Waves

Overview

This lecture covers the properties and types of waves, their characteristics, how they interact with matter, the electromagnetic spectrum, wave reflection and refraction, and image formation with lenses.

Types of Waves

• Waves transfer energy without transferring matter; oscillations pass along instead of particles.
• Longitudinal waves have oscillations parallel to energy transfer (e.g., sound waves, seismic P waves).
• Compressions are regions where particles bunch up; rarefactions are where they're spread out.
• Transverse waves have oscillations perpendicular to energy transfer (e.g., water waves, seismic S waves, light).

Wave Properties & Measurement

• Displacement (y-axis) is how far particles move from their rest position.
• Amplitude is the maximum displacement from equilibrium.
• Wavelength (λ) is the distance of one complete wave, measured in meters.
• Time period (T) is the time for one wave to pass, measured in seconds.
• Frequency (f) is the number of waves passing a point per second, measured in Hertz (Hz).
• Frequency and time period are reciprocals: f = 1/T.
• Wave speed equation: v = f × λ.

Measuring Waves

• Use a ripple tank to find frequency and wavelength; then calculate speed.
• Measure speed by timing wave travel over distance: speed = distance/time.
• Measure sound speed using a microphone and oscilloscope, timing echoes.

Sound, Hearing, and Ultrasound

• Sound makes the eardrum vibrate, converting to signals sent to the brain.
• Human hearing range: 20 Hz to 20 kHz; above this is called ultrasound.
• Ultrasound is partially transmitted and reflected at material boundaries; echoes are used for medical imaging and sonar.

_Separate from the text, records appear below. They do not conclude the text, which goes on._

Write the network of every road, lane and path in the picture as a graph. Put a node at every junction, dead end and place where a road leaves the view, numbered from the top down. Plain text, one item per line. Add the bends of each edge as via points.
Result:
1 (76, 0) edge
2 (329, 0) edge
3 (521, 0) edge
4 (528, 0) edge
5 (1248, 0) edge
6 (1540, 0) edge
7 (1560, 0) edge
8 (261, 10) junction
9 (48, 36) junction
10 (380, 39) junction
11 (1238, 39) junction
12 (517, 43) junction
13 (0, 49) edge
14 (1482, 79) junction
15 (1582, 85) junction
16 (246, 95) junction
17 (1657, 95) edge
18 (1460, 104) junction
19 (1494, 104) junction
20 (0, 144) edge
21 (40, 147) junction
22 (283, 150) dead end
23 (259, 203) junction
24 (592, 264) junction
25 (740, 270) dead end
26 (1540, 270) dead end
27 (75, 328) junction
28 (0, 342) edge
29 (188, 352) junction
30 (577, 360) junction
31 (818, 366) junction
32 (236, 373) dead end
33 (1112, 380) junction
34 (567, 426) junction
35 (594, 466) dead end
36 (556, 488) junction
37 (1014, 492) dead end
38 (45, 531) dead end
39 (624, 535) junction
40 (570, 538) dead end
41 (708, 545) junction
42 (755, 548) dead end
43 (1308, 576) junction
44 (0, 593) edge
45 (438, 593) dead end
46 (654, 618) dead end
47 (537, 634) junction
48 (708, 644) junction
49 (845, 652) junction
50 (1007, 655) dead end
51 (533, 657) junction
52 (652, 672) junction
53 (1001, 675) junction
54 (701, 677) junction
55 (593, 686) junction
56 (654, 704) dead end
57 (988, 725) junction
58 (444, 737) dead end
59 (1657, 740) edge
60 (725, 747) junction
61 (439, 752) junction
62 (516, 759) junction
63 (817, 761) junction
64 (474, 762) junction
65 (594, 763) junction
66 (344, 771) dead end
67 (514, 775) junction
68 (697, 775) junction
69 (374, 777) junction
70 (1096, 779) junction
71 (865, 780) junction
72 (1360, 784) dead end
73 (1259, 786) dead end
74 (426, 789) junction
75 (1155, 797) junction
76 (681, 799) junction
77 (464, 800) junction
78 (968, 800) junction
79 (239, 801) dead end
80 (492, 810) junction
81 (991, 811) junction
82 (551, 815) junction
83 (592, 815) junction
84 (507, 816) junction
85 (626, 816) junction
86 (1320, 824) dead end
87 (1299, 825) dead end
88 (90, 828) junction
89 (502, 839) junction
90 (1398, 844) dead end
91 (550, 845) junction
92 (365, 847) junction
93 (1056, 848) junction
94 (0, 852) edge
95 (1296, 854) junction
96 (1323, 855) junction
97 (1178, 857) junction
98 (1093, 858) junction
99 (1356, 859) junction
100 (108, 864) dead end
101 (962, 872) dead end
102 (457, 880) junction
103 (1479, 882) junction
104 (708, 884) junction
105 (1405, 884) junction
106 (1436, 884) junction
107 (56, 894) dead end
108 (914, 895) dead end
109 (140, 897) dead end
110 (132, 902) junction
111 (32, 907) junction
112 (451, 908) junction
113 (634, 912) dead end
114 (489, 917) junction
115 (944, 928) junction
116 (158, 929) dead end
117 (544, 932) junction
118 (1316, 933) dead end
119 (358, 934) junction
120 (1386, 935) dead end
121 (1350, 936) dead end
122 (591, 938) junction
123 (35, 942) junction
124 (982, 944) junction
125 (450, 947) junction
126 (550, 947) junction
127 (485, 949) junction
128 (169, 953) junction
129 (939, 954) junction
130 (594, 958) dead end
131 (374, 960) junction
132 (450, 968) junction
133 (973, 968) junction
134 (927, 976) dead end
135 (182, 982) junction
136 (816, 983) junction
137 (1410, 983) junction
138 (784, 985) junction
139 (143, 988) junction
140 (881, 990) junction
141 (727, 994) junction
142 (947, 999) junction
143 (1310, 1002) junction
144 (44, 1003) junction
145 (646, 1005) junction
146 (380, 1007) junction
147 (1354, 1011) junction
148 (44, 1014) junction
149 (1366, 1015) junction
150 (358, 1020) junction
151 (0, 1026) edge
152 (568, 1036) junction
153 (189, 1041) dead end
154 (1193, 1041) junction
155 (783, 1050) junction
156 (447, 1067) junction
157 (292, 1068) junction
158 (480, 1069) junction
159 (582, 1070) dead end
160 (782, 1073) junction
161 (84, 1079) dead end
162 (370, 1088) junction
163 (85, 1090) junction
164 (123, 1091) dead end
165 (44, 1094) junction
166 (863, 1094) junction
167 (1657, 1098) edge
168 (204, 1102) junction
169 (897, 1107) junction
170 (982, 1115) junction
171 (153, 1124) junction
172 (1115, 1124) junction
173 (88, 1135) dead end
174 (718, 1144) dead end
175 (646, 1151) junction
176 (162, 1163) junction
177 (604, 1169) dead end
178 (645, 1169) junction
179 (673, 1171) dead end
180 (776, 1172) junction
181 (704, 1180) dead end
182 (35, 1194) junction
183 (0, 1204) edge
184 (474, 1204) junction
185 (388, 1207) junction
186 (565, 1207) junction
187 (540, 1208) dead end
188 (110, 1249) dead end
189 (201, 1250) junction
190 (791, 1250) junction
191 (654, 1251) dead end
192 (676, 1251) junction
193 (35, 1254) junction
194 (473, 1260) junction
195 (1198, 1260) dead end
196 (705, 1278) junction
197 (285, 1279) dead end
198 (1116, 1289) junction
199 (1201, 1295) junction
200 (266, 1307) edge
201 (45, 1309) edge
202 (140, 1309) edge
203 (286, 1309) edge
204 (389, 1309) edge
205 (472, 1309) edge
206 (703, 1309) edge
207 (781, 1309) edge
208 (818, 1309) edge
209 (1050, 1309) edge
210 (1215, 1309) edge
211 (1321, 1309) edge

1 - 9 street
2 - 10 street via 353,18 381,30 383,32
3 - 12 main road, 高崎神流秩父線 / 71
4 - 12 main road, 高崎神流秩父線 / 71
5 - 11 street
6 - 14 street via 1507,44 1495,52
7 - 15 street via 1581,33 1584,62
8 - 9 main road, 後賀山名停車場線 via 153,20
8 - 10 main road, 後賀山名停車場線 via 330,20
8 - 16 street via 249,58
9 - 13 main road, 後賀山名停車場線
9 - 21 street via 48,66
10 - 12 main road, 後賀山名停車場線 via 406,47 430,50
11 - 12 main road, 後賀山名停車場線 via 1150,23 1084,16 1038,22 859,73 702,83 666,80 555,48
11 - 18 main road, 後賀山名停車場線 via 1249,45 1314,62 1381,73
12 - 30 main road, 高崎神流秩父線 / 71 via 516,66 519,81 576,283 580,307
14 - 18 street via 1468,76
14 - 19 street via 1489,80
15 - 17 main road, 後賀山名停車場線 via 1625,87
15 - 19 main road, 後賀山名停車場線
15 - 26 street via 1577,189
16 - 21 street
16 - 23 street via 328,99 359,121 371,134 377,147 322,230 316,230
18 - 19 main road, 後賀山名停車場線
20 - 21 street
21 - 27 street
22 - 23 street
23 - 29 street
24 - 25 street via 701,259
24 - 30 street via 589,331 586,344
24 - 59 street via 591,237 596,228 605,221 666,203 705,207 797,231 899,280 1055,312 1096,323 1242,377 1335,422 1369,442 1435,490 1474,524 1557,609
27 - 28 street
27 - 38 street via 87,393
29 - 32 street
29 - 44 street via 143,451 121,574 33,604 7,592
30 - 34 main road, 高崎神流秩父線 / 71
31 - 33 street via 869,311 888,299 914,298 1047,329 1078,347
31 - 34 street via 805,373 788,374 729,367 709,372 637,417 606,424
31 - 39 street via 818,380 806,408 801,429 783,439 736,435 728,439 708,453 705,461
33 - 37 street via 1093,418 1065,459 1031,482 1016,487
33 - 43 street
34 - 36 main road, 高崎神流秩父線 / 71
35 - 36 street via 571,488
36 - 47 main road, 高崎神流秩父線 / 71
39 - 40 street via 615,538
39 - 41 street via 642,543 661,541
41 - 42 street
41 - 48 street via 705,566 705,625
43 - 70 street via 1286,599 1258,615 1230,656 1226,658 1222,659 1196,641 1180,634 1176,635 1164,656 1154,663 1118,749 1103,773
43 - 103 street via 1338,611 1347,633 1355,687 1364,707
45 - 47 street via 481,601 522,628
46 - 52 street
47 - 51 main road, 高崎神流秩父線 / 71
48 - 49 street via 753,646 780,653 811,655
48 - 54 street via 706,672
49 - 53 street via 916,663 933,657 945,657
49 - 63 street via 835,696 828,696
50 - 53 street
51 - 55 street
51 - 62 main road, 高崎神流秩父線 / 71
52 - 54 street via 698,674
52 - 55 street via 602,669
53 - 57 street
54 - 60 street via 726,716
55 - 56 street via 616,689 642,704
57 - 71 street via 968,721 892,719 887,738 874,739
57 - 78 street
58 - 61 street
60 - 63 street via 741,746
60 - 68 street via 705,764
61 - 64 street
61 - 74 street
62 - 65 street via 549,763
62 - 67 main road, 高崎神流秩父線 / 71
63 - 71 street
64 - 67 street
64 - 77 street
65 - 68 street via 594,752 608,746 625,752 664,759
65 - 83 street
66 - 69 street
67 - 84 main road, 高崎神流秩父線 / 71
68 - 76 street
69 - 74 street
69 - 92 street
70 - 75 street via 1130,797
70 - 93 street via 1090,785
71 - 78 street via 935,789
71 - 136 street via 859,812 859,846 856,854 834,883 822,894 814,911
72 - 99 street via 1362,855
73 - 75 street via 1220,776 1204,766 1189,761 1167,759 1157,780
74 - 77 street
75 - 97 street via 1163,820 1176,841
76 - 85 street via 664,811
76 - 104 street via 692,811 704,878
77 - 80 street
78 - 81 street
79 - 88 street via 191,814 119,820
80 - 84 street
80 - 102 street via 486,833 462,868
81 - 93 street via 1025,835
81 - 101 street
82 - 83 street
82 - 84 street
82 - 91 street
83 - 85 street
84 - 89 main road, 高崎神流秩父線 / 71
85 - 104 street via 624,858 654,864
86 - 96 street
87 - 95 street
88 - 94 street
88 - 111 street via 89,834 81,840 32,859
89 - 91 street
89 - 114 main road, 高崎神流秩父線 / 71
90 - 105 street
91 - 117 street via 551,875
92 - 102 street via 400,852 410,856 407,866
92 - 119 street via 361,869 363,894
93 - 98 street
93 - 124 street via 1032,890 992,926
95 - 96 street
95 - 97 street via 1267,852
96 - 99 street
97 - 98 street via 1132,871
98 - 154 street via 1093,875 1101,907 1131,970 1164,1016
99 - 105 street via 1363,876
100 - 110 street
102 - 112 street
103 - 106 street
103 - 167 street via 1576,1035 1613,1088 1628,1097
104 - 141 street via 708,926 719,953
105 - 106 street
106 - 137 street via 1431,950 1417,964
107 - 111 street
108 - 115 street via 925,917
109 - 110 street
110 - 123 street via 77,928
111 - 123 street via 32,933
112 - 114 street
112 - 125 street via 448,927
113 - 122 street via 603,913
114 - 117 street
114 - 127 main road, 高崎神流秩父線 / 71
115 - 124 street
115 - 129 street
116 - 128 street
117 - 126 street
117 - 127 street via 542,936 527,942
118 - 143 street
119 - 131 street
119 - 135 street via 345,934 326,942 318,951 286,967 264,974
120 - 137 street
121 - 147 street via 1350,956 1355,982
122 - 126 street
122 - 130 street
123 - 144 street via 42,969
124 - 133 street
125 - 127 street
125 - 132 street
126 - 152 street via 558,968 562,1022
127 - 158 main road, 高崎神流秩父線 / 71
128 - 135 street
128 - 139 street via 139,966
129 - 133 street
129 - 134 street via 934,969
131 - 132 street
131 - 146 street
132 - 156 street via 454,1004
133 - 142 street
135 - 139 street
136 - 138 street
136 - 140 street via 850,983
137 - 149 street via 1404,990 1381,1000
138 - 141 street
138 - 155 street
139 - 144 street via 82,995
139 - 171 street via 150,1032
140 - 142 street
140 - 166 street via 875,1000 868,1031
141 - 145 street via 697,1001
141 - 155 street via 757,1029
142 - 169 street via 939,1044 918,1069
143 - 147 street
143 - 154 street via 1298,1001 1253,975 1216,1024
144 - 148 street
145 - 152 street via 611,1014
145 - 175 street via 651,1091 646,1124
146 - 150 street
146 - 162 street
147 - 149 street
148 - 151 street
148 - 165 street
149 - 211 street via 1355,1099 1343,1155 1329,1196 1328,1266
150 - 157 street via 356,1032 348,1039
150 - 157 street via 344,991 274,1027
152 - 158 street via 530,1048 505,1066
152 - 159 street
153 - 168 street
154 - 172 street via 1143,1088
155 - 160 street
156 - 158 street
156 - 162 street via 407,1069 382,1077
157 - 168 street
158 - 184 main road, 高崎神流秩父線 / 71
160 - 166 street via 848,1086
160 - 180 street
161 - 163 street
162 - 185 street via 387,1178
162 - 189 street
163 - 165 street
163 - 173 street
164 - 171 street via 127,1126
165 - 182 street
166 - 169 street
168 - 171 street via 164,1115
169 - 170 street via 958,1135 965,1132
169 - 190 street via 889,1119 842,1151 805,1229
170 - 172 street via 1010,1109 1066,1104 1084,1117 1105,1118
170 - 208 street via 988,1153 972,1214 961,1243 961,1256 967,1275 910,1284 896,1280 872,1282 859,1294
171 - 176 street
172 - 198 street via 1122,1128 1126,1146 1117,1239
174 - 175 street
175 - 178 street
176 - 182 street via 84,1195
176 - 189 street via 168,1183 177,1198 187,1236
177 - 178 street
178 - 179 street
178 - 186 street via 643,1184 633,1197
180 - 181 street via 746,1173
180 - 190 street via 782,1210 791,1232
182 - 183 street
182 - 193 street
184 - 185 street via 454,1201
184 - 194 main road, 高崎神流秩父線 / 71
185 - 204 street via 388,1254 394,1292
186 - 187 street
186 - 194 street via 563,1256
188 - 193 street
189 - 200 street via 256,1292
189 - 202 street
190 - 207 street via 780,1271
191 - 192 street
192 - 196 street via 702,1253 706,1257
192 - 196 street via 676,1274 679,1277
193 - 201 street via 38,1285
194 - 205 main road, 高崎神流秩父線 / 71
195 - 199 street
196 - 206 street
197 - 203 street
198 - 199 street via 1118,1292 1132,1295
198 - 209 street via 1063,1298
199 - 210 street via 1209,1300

Seismic Waves and Earth's Structure

• P waves (longitudinal) travel through liquids; S waves (transverse) do not.
• Lack of S wave aftershocks on opposite sides of Earth suggests a liquid core.

Reflection and Refraction

• Specular reflection: smooth surfaces reflect waves at equal incidence and reflection angles (measured from the normal).
• Diffuse reflection: rough surfaces scatter waves.
• Refraction is the change in wave direction when entering a new medium; light slows and bends closer to the normal when entering denser materials.

Electromagnetic (EM) Waves

• EM waves don't need a medium and can travel through a vacuum.
• EM spectrum: radio, microwave, infrared, visible, ultraviolet, X-rays, gamma rays.
• Higher frequency EM waves carry more energy; gamma rays are emitted by nuclei.
• Ionizing EM waves (UV, X-rays, gamma) can damage cells and DNA.
• EM waves are used in communication, heating, imaging, and medical treatments.

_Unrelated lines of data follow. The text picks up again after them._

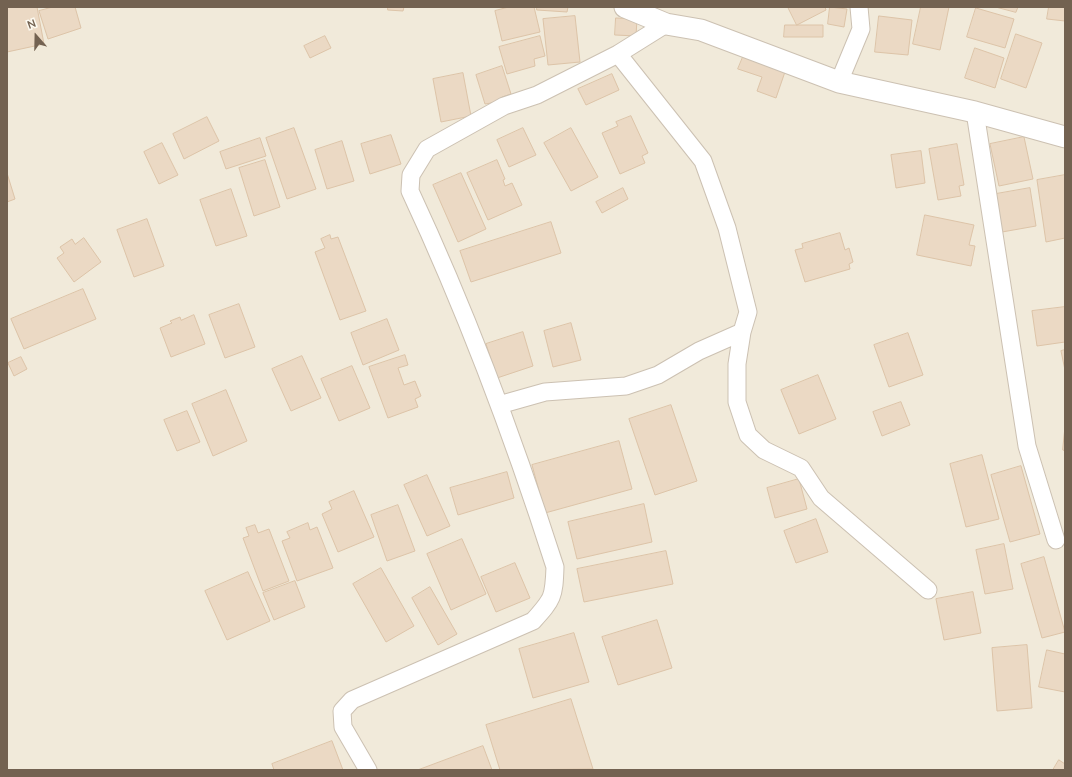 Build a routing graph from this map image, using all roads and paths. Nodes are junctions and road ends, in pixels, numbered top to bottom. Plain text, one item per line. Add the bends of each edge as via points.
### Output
1 (625, 7) edge
2 (859, 7) edge
3 (666, 24) junction
4 (618, 54) junction
5 (840, 82) junction
6 (975, 112) junction
7 (1065, 137) edge
8 (742, 332) junction
9 (499, 405) junction
10 (1056, 540) dead end
11 (928, 590) dead end
12 (368, 770) edge

1 - 3 street
2 - 5 street via 861,29
3 - 4 street
3 - 5 street via 701,30
4 - 8 street via 703,161 727,228 748,312
4 - 9 street via 537,95 504,106 427,149 411,175 410,191
5 - 6 street
6 - 7 street
6 - 10 street via 1027,446
8 - 9 street via 699,351 658,375 626,386 545,392
8 - 11 street via 737,364 737,402 748,435 764,450 800,468 821,498
9 - 12 street via 519,456 555,567 555,586 550,602 533,621 352,700 342,711 343,727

Lenses and Image Formation

• Convex lenses converge light rays; principal focus is where parallel rays meet.
• Real images can be projected; they're inverted and can be diminished.
• Closer objects form virtual, magnified, upright images (e.g., magnifying glass).
• Concave lenses diverge rays, always forming diminished, upright, virtual images.
• Magnification = image height/object height.

Color and Black Bodies

• Color is perceived from wavelengths reflected/emitted and absorbed by the retina.
• Objects absorb some wavelengths, reflecting others (leaves appear green, blue balls reflect blue).
• A perfect black body absorbs and emits all wavelengths; real objects approximate this.

Key Terms & Definitions

• Longitudinal Wave — a wave with oscillations parallel to energy transfer.
• Transverse Wave — a wave with oscillations perpendicular to energy transfer.
• Wavelength (λ) — distance between successive wave crests, in meters.
• Frequency (f) — waves per second at a point, measured in Hertz (Hz).
• Amplitude — maximum displacement from equilibrium.
• Reflection — bouncing of waves off a surface.
• Refraction — bending of waves when entering a new medium.
• Specular Reflection — reflection from a smooth surface.
• Diffuse Reflection — scattering from a rough surface.
• Principal Focus — point where rays converge after passing through a lens.
• Black Body — idealized object absorbing/emitting all radiation wavelengths.

Action Items / Next Steps

• Practice identifying wave types and properties.
• Use the wave equation to solve speed, frequency, and wavelength problems.
• Review the EM spectrum and associated uses/dangers.
• Prepare for practicals on measuring wave properties and effects of lenses.